With respect to three of the questions raised by defendants herein: (a) that the suits are not maintainable because in effect suits against the state; (b) that plaintiff has an adequate remedy at law under § 162, Kentucky Statutes; and (c) that plaintiff is not entitled to relief by way of equalization because of the undervaluation of property in general by the local assessors; these cases, like the Louisville & Nashville R. Co. Cases, are controlled by the decision in Greene v. Louisville & Interurban R. Co. supra. Upon the question of the sufficiency of the proofs to warrant the conclusion of the district court as to the general, systematic, and notorious undervaluation of property in Kentucky by the assessing officers for purposes of taxation, and as to the ratio of such undervaluation, the present cases are indistinguishable from the Louisville & Nashville R. Co. Cases, supra, and are controlled by our decision therein. Upon the point that the jurisdiction of the court extends to enjoining the collection of illegal taxes, whether assessed for state or for local purposes, the present cases are controlled by the decision in the Louisville & Nashville R. Co. cases.

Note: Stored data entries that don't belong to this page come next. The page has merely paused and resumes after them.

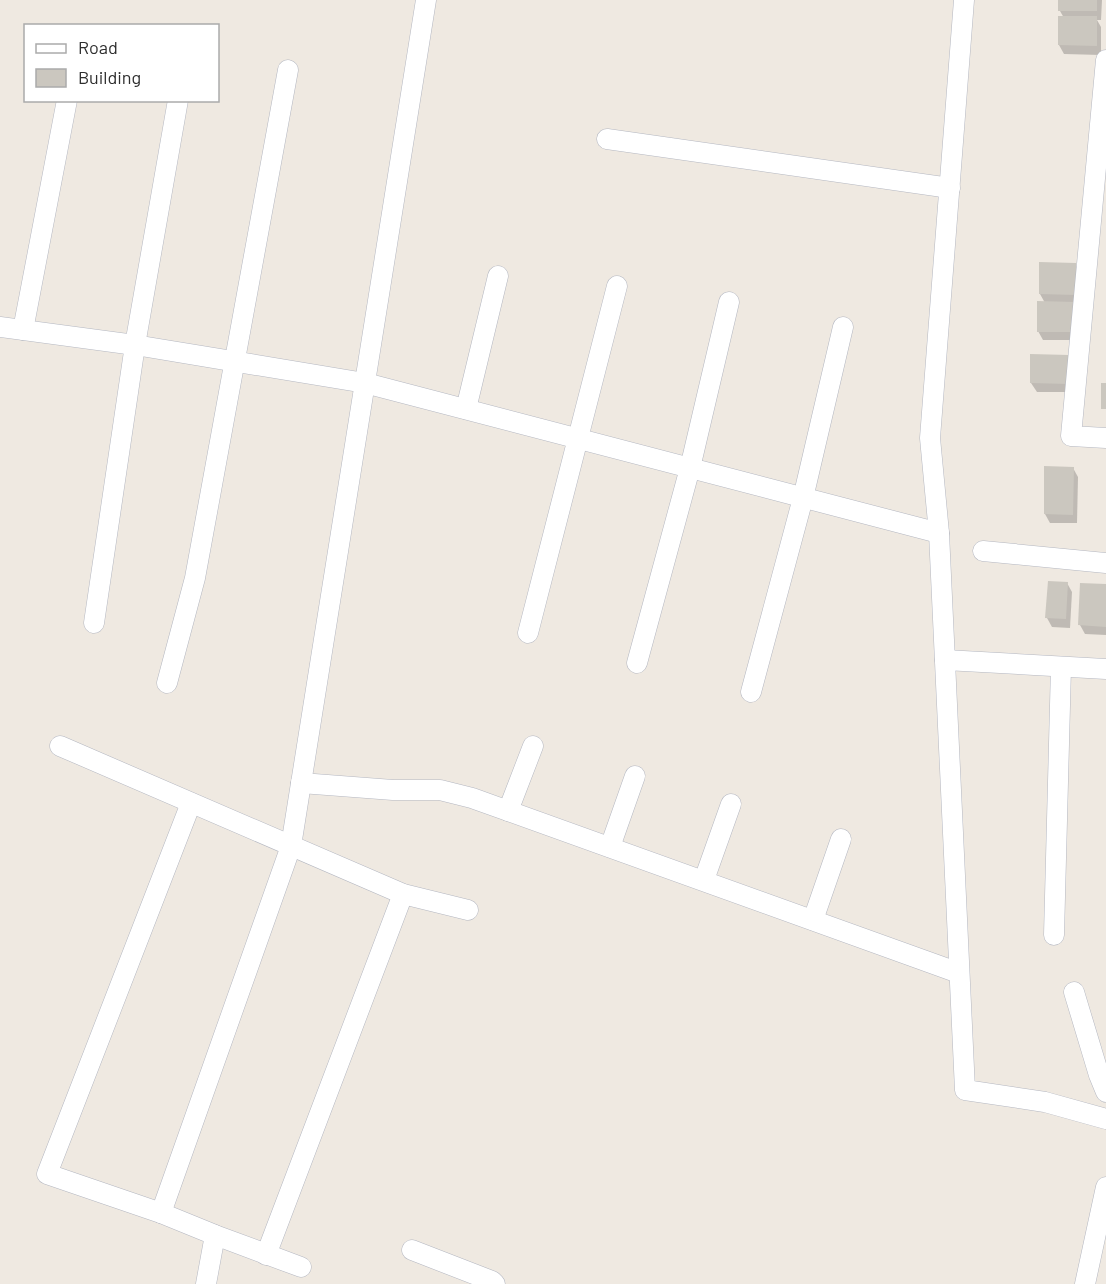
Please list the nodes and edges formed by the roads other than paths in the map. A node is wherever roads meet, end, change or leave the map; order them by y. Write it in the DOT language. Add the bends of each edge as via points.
graph roads {
  1 [pos="426,0"];
  2 [pos="964,0"];
  3 [pos="1106,60"];
  4 [pos="288,70"];
  5 [pos="67,102"];
  6 [pos="178,102"];
  7 [pos="607,139"];
  8 [pos="950,189"];
  9 [pos="498,276"];
  10 [pos="617,286"];
  11 [pos="729,302"];
  12 [pos="0,327"];
  13 [pos="843,327"];
  14 [pos="22,330"];
  15 [pos="135,345"];
  16 [pos="235,361"];
  17 [pos="365,383"];
  18 [pos="466,409"];
  19 [pos="1106,438"];
  20 [pos="577,439"];
  21 [pos="690,468"];
  22 [pos="803,498"];
  23 [pos="939,533"];
  24 [pos="983,551"];
  25 [pos="1106,563"];
  26 [pos="94,623"];
  27 [pos="528,633"];
  28 [pos="945,660"];
  29 [pos="637,663"];
  30 [pos="1061,667"];
  31 [pos="1106,669"];
  32 [pos="167,683"];
  33 [pos="751,692"];
  34 [pos="60,746"];
  35 [pos="533,746"];
  36 [pos="635,776"];
  37 [pos="301,783"];
  38 [pos="190,803"];
  39 [pos="731,804"];
  40 [pos="508,810"];
  41 [pos="841,839"];
  42 [pos="291,846"];
  43 [pos="610,846"];
  44 [pos="704,880"];
  45 [pos="403,894"];
  46 [pos="468,910"];
  47 [pos="813,920"];
  48 [pos="1054,935"];
  49 [pos="959,973"];
  50 [pos="1074,992"];
  51 [pos="1106,1092"];
  52 [pos="1106,1119"];
  53 [pos="1106,1187"];
  54 [pos="161,1213"];
  55 [pos="215,1235"];
  56 [pos="412,1250"];
  57 [pos="266,1255"];
  58 [pos="301,1267"];
  59 [pos="206,1284"];
  60 [pos="495,1284"];
  61 [pos="1085,1284"];
  1 -- 17 [label="street"];
  2 -- 8 [label="street"];
  3 -- 19 [label="street" via="1071,436"];
  4 -- 16 [label="street"];
  5 -- 14 [label="street"];
  6 -- 15 [label="street"];
  7 -- 8 [label="street"];
  8 -- 23 [label="street" via="930,438"];
  9 -- 18 [label="street"];
  10 -- 20 [label="street"];
  11 -- 21 [label="street"];
  12 -- 14 [label="street"];
  13 -- 22 [label="street"];
  14 -- 15 [label="street"];
  15 -- 16 [label="street"];
  15 -- 26 [label="street"];
  16 -- 17 [label="street"];
  16 -- 32 [label="street" via="195,578"];
  17 -- 18 [label="street"];
  17 -- 37 [label="street"];
  18 -- 20 [label="street"];
  20 -- 21 [label="street"];
  20 -- 27 [label="street"];
  21 -- 22 [label="street"];
  21 -- 29 [label="street"];
  22 -- 23 [label="street"];
  22 -- 33 [label="street"];
  23 -- 28 [label="street"];
  24 -- 25 [label="street"];
  28 -- 30 [label="street"];
  28 -- 49 [label="street"];
  30 -- 31 [label="street"];
  30 -- 48 [label="street"];
  34 -- 38 [label="street"];
  35 -- 40 [label="street"];
  36 -- 43 [label="street"];
  37 -- 40 [label="street" via="440,790"];
  37 -- 42 [label="street"];
  38 -- 42 [label="street"];
  38 -- 54 [label="street" via="47,1174"];
  39 -- 44 [label="street"];
  40 -- 43 [label="street"];
  41 -- 47 [label="street"];
  42 -- 45 [label="street"];
  42 -- 54 [label="street"];
  43 -- 44 [label="street"];
  44 -- 47 [label="street"];
  45 -- 46 [label="street"];
  45 -- 57 [label="street"];
  47 -- 49 [label="street"];
  49 -- 52 [label="street" via="965,1090 1046,1102"];
  50 -- 51 [label="street"];
  53 -- 61 [label="street"];
  54 -- 55 [label="street"];
  55 -- 57 [label="street"];
  55 -- 59 [label="street"];
  56 -- 60 [label="street"];
  57 -- 58 [label="street"];
}
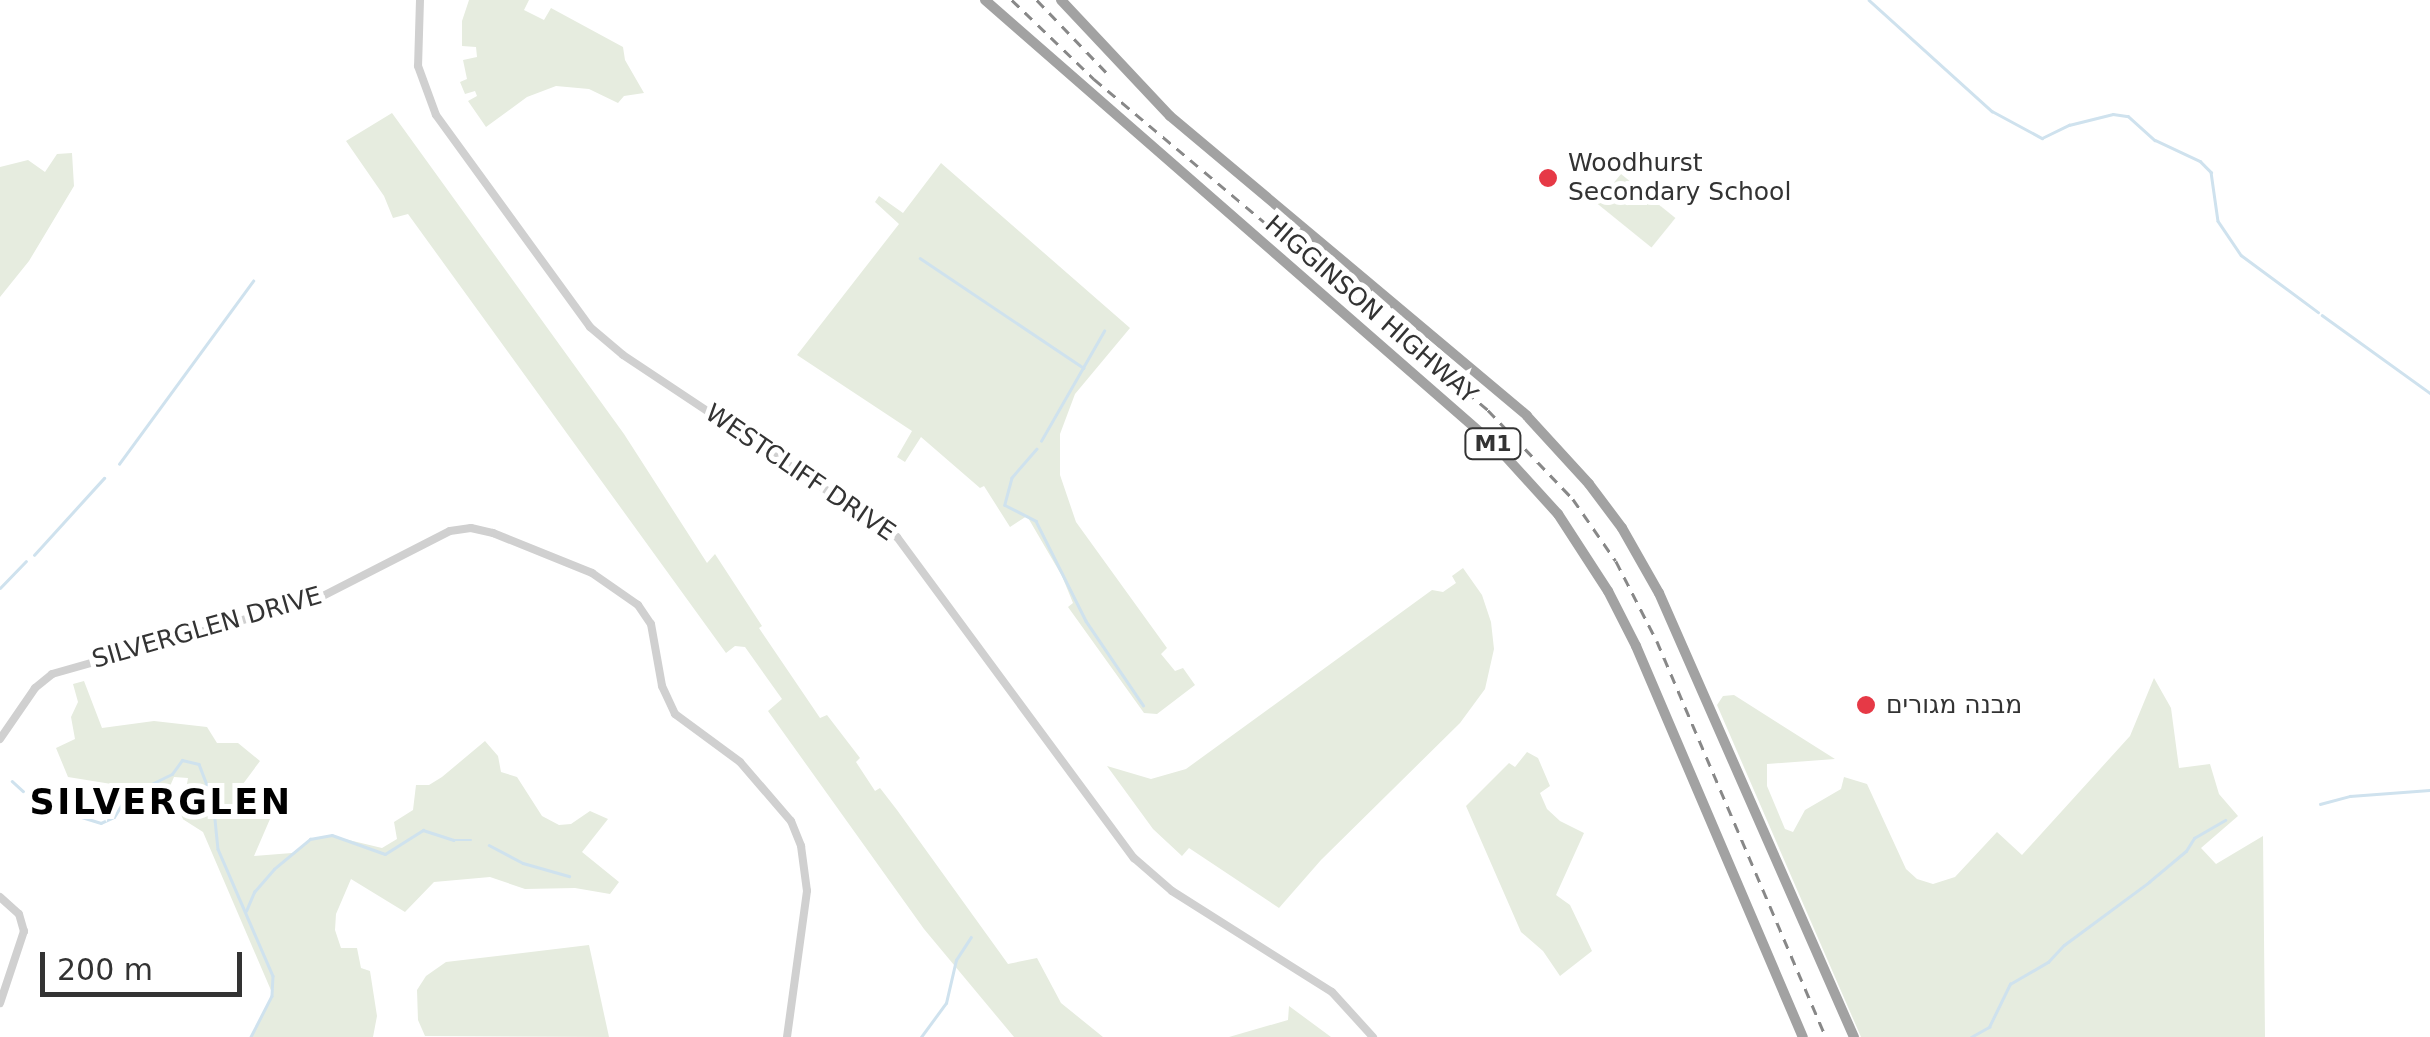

This disposes of all assignments of error filed by the cross appellants (defendants below).
In these cases, as in those last mentioned, it is earnestly insisted by plaintiff that the district court erred in holding that the Kentucky statutes, properly construed, require first an apportionment of a proper share of the total 'capital stock' value to Kentucky, followed by a deduction from Kentucky's proportion thereof of the value of its tangible property in the state, instead of holding that the total tangible property in and out of Kentucky should first be deducted from the total capital stock value before apportionment to the state. We need only repeat what was said in the Louisville & Nashville Cases, that this is a question of state law that has been definitely passed upon by the Kentucky court of appeals in Com. v. Covington & C. Bridge Co. 114 Ky. 343, whose decision the district court properly followed.
We come to questions peculiar to the present cases.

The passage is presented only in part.